Quando entrei no plantão, às 18 horas, do estacionamento, onde coloquei meu carrinho zerinho que só tinha dois dias de dervirginado (lindo, meu fofinho), já dava pra perceber o caos.
Quase que eu me benzia, tomava banho de pimenta, andava sobre brasa viva, entrava no mar de costas - mas como sou cética, nem "ai meu deus" eu disse, só respirei fundo e fui lá: Coragem menina, quem já enfrentou o quevocê enfrentou pode encarar essa sem medo!
Quando faltavam uns dez minutos pra meia noite, ouvi o silêncio pela primeira vez naquela noite - consegui entrar no banheiro e fazer o xixi mais delicioso de minha vida.
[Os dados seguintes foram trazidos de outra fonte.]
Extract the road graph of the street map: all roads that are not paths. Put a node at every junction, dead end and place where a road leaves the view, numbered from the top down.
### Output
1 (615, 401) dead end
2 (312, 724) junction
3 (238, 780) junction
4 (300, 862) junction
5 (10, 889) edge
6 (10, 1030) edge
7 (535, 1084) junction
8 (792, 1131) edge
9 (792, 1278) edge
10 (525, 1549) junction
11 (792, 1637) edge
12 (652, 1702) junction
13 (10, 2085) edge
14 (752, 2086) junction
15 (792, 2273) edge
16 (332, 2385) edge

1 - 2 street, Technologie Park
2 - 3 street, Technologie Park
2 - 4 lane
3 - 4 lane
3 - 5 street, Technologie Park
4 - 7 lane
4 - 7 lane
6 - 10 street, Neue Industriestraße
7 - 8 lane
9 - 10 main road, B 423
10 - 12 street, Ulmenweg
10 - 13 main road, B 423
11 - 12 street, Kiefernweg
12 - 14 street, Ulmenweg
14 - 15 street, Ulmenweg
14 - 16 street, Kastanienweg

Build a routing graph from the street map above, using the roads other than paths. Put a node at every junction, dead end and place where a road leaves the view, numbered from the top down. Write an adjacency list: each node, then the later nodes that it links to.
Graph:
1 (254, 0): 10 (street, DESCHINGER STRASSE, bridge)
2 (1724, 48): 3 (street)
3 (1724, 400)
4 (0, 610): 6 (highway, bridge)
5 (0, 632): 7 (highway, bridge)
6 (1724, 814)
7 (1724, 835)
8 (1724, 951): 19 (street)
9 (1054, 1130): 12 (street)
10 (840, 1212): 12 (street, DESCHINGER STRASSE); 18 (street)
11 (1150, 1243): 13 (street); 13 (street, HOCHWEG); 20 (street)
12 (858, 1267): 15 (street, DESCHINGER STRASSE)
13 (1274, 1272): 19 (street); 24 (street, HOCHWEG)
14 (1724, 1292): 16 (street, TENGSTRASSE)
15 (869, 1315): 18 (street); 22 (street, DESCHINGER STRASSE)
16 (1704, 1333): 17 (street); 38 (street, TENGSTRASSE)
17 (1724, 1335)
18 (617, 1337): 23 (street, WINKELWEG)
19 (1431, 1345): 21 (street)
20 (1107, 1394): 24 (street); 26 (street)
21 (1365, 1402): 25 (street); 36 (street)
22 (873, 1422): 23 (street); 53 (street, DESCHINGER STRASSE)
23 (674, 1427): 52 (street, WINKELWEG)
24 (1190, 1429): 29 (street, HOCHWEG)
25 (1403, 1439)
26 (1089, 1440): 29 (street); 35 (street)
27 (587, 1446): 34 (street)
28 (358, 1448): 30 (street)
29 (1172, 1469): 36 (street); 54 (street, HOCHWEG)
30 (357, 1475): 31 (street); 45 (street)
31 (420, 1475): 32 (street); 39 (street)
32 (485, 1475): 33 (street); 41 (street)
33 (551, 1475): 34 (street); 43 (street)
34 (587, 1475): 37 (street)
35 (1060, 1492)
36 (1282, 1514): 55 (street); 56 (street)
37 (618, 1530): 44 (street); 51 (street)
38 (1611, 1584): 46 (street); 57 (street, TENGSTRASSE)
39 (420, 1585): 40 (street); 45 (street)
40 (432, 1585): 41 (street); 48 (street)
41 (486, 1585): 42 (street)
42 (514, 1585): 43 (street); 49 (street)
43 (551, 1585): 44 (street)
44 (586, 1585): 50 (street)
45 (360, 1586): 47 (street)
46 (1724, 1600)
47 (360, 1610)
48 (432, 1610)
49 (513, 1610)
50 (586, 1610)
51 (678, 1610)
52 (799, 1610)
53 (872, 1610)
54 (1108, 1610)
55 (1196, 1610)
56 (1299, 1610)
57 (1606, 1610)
Mas quando deu duas horas, os corredores estavam limpos, o silêncio da madrugada começou a se misturar com o frio da leve geada que iniciava, aí pensei: Um banho, um bom e demorado banho, um café bem quentinho e doce e um cochilo de 15 minutos, hoje fiz valer meu salário do ano todo.
Mas como alegria de pobre dura bem poquinho, a ambulância chegou com um paciente ferido à bala.
Jovem, bonito e forte, o rapaz estava lúcido e nos contou que fora alvejado por um marido ciumento.
Nas aferições iniciais, medimos sua PA, temperatura, verificamos se era diabético, hipertenso, aquelas coisas de praxe, até que lhe perguntei:
- Você possui alguma alergia?
- Sim, doutora - sou alérgico a bala.
Eu não pude me conter e soltei uma grande e ruidosa gargalhada.